I'd like to know when those SFA rings are available. It'd be great for indoor use. EDIT: I bought the SFA rings through an EU Dealer. Be aware that they're single packed even when called a kit. You need additional foam for the added volume. That foam is only in the 'Hygiene Kit SFA' (The Gel pads + foams) and not sold separately! So you have to buy 2x the SFA ring and a Hygiene Kit SFA to boost existing Supreme pro X. So why can't they put an upgrade kit together? I'll edit once more when I've been to the range.
Modular? I wouldn’t go as far as to say that Sordin’s products are modular. Why can’t I have an option to attach mice and radio when necessary and use headphones on its own most of the time? No… you have to buy both headphones.
Nice woman. I keep searching but cannot see whether it is a 4 pole contact for a mobile phone or just a 3 pole. I'd like a modular one with a detachable/foldable boom mic and able to connect it to a mobile phone. I do not want Bluetooth.
gotta hand it to the Swedes. they could make furniture (Ikea), fighter jets (Saab Gripen), recoilles rifles (Carl Gustaf), brand new fighter jet trainers (Red Hawk T-7A - a Boeing/Saab collaboration) and patrol/assault boat (Saab CB90). of which the last 3 the US Army/Marines are using, replacing the Northrop T-38 Talon jet traner of the US Air Force, and the other used by the US Navy. they have good quality manufacturing…
@@swedneck9054I've been looking into this and it's definitely confusing me. It seems that the peltor 500s have a superior nrr of 26, yet people tout that sordin is still better. Do you have an explanation?

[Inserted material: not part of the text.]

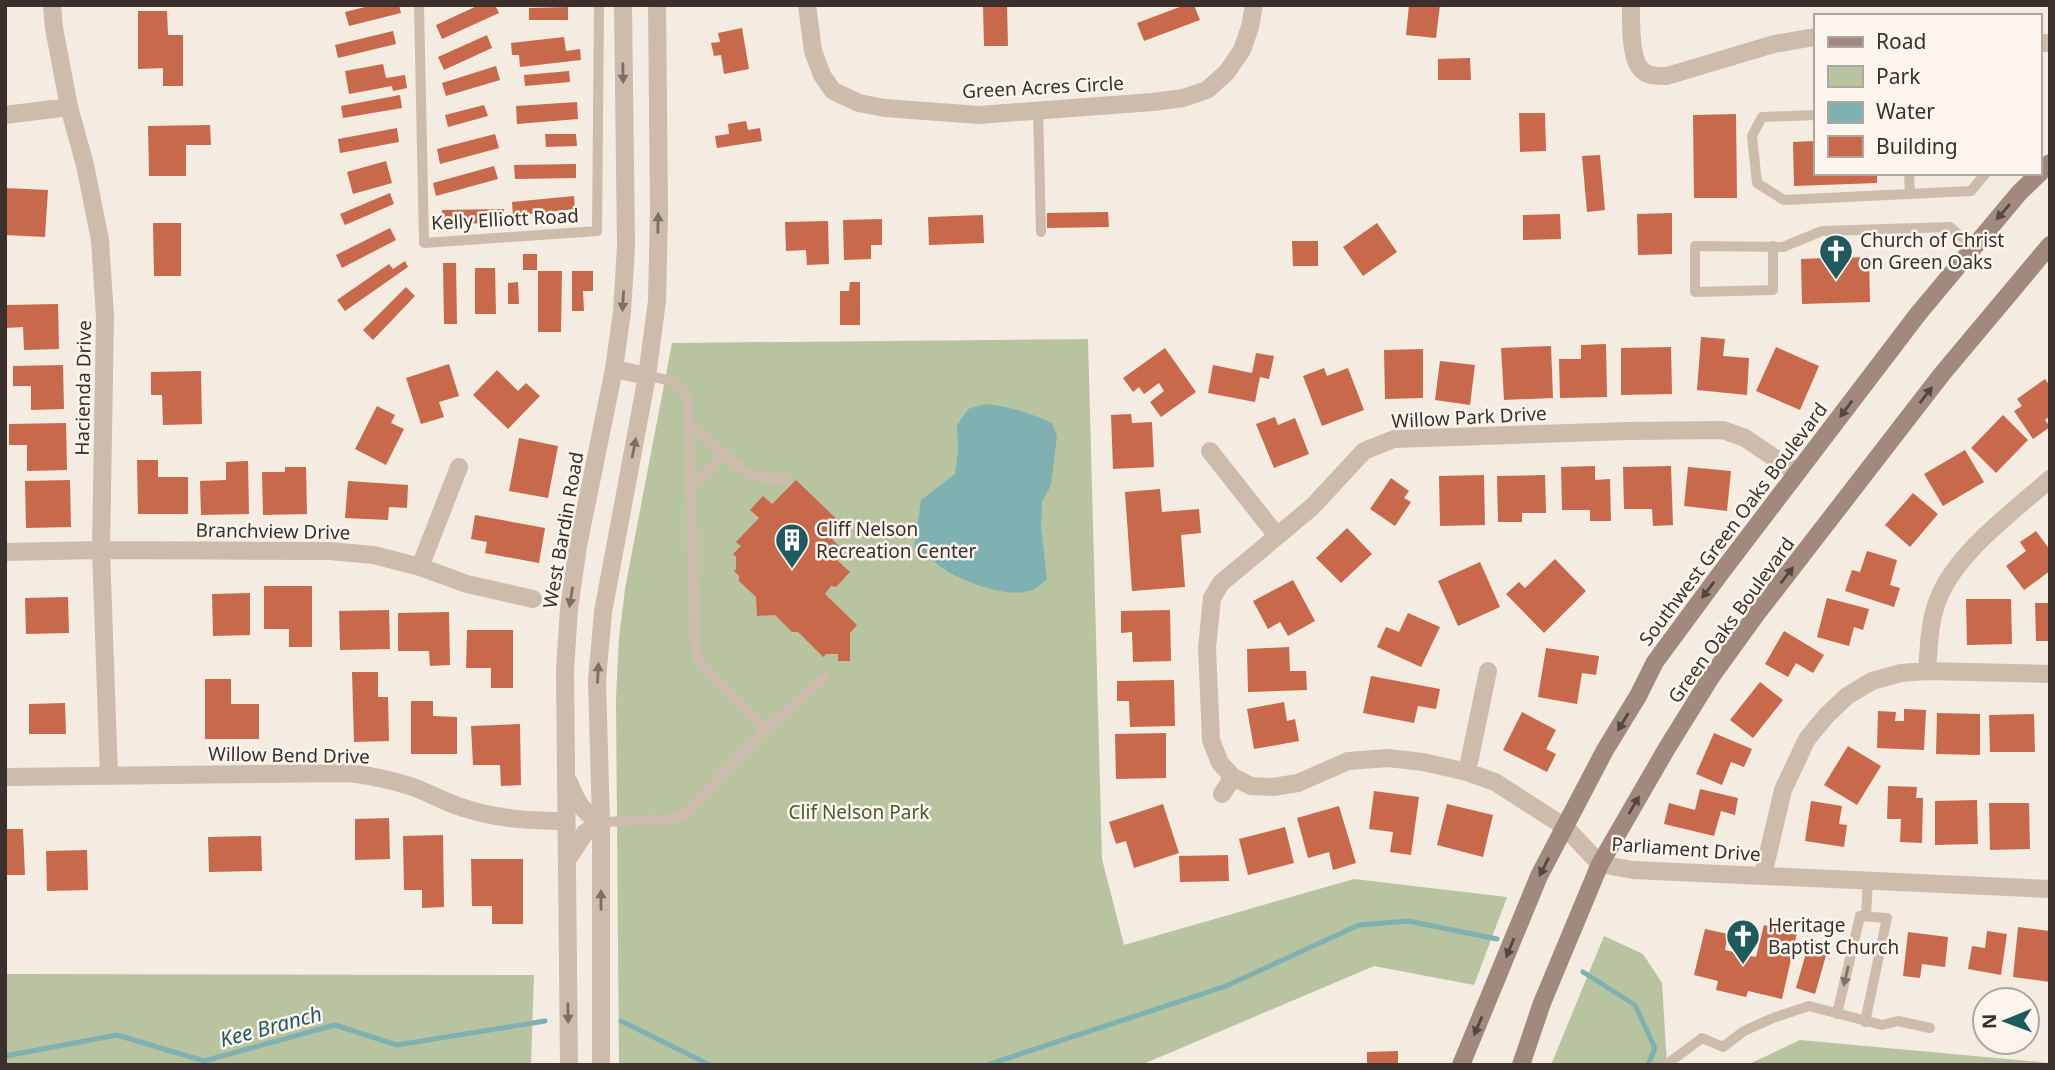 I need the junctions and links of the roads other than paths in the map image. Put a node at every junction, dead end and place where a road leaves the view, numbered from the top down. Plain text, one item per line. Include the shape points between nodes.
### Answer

NRR is very misleading, same for lumens. It doesn't tell you how well a device performs for its task. trevoronthetrigger.wordpress.com/2014/05/01/msa-sordin-supreme-performance-the-misleading-nrr18db-rating/ multimedia.3m.com/mws/media/600634O/e-a-r-log-20-truth-about-nrr.pdf
@@eunit14 : They test different frequency ranges and some are relevant to shooting and some are not. Some earmuffs are better with low frequency and some with high. The NRR is an "average", so that can mean that a muff with a lower NRR can still be better when shooting than a muff with higher NRR rating. I experienced that myself with the Peltor Sporttac (26DB) and the Peltor Protac (32DB). The Sporttac is way more expensive but has a lower NRR than the Protac.... I used both on the range and the Sporttac was way better, while on paper the Protac should have been better. Kept the Sporttac, sent the Protac back. I'm switching now to the Sordin SFA, because I want maximum protection for large caliber indoor shooting.